Ribut soal tanggung jawab kisruhnya pengumuman CPNS dari Tenaga Honorer Kategori II (K2) hingga saat ini belum berakhir.
Panselnas (Panitia Seleksi Nasional) yang dimotori oleh MenPAN-RB dan BKN menuding permasalahan K2 berawal dari ketidakcermatan PPK (Pejabat Pembina Kepegawaian). Hal ini disebabkan karena proses pendataan sesuai aturan PP 48/2005 dan perubahan kedua pada PP 56/2012 tentang Pengangkatan Tenaga Honorer Menjadi CPNS yang dilakukan di daerah tidak terseleksi dengan baik.

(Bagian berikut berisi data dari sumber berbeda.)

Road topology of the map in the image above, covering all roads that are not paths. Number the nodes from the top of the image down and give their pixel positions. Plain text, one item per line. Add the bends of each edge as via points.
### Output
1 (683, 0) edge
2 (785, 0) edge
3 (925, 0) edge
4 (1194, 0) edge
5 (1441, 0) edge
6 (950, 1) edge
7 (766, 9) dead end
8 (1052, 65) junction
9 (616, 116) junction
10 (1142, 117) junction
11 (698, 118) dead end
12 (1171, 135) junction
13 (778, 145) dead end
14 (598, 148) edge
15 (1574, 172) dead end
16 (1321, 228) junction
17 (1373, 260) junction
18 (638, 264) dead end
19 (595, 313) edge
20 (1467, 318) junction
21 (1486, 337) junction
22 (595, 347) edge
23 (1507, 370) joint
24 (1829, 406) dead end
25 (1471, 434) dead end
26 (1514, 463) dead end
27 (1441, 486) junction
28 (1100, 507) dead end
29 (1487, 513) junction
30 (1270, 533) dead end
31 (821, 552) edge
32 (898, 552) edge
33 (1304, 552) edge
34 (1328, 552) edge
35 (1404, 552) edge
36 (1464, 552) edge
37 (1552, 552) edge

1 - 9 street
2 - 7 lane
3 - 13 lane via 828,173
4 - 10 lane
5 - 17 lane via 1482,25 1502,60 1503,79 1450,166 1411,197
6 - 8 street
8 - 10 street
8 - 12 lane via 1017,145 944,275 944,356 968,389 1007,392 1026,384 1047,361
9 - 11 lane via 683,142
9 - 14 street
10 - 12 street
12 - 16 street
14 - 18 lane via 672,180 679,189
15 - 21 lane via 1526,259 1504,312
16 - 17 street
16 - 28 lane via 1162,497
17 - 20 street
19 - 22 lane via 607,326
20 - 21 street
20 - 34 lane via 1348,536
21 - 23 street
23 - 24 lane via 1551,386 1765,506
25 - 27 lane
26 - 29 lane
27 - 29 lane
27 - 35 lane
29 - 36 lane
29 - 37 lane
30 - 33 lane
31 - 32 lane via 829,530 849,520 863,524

Banyak K2 'siluman' 'bodong' alias 'honorer palsu'. Dan umumnya K2 bodong dan palsu itu adalah orang-orang titipan oknum pejabat. Semisal, umumnya "K2 Siluman" adalah anak oknum Kepala Sekolah, anak oknum Kepala UPTD/KCD Dinas Pendidikan Kecamatan, anak oknum penilik/pengawas, anak oknum Kepala Bidang/Kepala Bagian, anak oknum Kepala Dinas/ Kepala Badan dan anak oknum pejabat lainnya.
Kalaupun ada "K2 Siluman" yang bisa masuk data base K2 dapat dipastikan mereka (K2 siluman,red) sudah bekerja sama dengan oknum pimpinannya, tentunya dengan membayar sejumlah uang.
Di beberapa daerah tarif pembayaran ini cukup pantastis, antara 50 juta hingga 150 juta.